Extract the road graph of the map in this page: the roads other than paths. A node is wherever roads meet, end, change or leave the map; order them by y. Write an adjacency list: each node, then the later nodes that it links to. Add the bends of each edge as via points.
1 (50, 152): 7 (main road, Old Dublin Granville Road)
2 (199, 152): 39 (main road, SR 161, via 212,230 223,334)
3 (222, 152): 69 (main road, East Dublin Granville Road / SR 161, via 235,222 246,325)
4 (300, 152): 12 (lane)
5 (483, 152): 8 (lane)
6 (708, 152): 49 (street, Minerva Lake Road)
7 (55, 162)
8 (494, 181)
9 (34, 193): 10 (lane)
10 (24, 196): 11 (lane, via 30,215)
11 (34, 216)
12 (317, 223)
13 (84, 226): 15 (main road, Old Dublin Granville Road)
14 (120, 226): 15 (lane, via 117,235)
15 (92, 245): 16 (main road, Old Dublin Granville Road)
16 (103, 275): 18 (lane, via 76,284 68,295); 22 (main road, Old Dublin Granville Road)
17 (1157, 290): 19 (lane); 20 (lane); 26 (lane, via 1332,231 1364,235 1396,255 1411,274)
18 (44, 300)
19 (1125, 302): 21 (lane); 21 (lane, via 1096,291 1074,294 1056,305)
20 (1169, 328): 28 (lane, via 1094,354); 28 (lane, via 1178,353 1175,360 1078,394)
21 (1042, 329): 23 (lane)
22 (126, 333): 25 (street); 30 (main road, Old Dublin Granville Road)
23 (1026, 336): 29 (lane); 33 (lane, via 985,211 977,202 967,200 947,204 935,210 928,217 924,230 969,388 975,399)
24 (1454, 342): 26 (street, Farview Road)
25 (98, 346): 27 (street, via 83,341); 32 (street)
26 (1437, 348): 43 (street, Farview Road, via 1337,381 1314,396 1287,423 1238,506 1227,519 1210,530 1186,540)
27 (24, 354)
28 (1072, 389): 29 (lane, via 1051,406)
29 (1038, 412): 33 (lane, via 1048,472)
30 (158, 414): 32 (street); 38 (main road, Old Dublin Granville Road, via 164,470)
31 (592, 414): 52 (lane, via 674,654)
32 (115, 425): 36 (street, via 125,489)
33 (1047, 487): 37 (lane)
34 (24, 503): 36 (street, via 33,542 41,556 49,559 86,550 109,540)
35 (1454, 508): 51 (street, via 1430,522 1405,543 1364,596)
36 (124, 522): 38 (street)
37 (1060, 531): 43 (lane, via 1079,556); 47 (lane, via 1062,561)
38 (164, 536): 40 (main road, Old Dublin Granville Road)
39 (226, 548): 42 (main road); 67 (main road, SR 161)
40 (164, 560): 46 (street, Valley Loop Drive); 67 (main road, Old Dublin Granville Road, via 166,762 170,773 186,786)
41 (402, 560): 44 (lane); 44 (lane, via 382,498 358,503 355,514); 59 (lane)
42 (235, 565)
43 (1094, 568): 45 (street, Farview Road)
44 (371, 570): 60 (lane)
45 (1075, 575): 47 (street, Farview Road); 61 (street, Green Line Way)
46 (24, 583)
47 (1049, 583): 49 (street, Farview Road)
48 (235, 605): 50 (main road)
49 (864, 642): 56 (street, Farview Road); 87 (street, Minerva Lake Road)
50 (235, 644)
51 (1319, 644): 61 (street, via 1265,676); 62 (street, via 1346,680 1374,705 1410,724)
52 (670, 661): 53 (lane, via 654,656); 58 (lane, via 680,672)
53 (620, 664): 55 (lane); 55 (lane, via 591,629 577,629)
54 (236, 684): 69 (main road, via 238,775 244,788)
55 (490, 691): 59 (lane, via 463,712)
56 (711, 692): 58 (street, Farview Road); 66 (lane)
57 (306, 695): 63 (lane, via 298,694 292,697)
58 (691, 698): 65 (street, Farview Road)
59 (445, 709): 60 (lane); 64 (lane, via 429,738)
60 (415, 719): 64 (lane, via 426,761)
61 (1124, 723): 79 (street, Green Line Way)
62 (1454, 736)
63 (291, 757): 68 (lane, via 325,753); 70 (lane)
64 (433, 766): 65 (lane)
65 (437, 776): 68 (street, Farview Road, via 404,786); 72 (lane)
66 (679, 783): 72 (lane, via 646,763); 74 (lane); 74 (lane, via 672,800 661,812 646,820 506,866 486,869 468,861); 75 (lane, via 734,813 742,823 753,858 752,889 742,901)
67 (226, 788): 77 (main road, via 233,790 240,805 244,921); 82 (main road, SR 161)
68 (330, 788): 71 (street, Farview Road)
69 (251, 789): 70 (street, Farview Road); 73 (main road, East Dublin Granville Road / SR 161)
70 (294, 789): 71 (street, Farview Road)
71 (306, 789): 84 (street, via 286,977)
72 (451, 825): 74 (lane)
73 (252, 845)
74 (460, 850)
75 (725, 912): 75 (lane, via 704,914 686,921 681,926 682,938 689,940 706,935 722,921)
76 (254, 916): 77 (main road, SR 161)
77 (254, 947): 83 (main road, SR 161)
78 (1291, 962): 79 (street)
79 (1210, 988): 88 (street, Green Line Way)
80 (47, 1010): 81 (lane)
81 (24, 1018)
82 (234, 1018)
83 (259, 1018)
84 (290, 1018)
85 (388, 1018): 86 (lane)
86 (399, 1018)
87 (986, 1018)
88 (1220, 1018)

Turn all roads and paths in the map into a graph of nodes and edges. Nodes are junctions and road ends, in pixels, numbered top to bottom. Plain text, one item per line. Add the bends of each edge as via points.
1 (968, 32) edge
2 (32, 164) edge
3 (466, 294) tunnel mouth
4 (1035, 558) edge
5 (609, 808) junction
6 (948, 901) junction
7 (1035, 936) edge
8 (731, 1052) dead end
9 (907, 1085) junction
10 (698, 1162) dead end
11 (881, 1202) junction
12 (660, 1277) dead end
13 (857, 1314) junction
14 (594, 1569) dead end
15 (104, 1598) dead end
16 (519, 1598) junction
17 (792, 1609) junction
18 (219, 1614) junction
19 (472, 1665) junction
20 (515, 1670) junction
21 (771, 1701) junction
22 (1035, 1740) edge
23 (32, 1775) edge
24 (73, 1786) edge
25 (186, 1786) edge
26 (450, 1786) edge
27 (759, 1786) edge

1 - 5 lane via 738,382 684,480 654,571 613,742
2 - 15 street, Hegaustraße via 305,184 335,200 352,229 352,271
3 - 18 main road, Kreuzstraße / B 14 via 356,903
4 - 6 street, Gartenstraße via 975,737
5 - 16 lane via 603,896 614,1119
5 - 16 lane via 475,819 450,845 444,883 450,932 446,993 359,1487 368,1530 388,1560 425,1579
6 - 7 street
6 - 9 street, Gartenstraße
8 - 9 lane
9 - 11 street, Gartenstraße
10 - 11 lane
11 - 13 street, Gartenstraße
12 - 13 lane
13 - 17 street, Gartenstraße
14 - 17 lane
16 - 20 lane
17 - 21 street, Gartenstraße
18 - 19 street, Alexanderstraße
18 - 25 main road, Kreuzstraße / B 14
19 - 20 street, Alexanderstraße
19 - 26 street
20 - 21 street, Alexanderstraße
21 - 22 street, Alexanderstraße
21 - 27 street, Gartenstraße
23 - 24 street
◆ ◆ ◆ ◆ ◆
== Instructions to follow ==
Among the records above, count the lines that include the word "bends" and state the number by itself.

== Exercise answer ==
2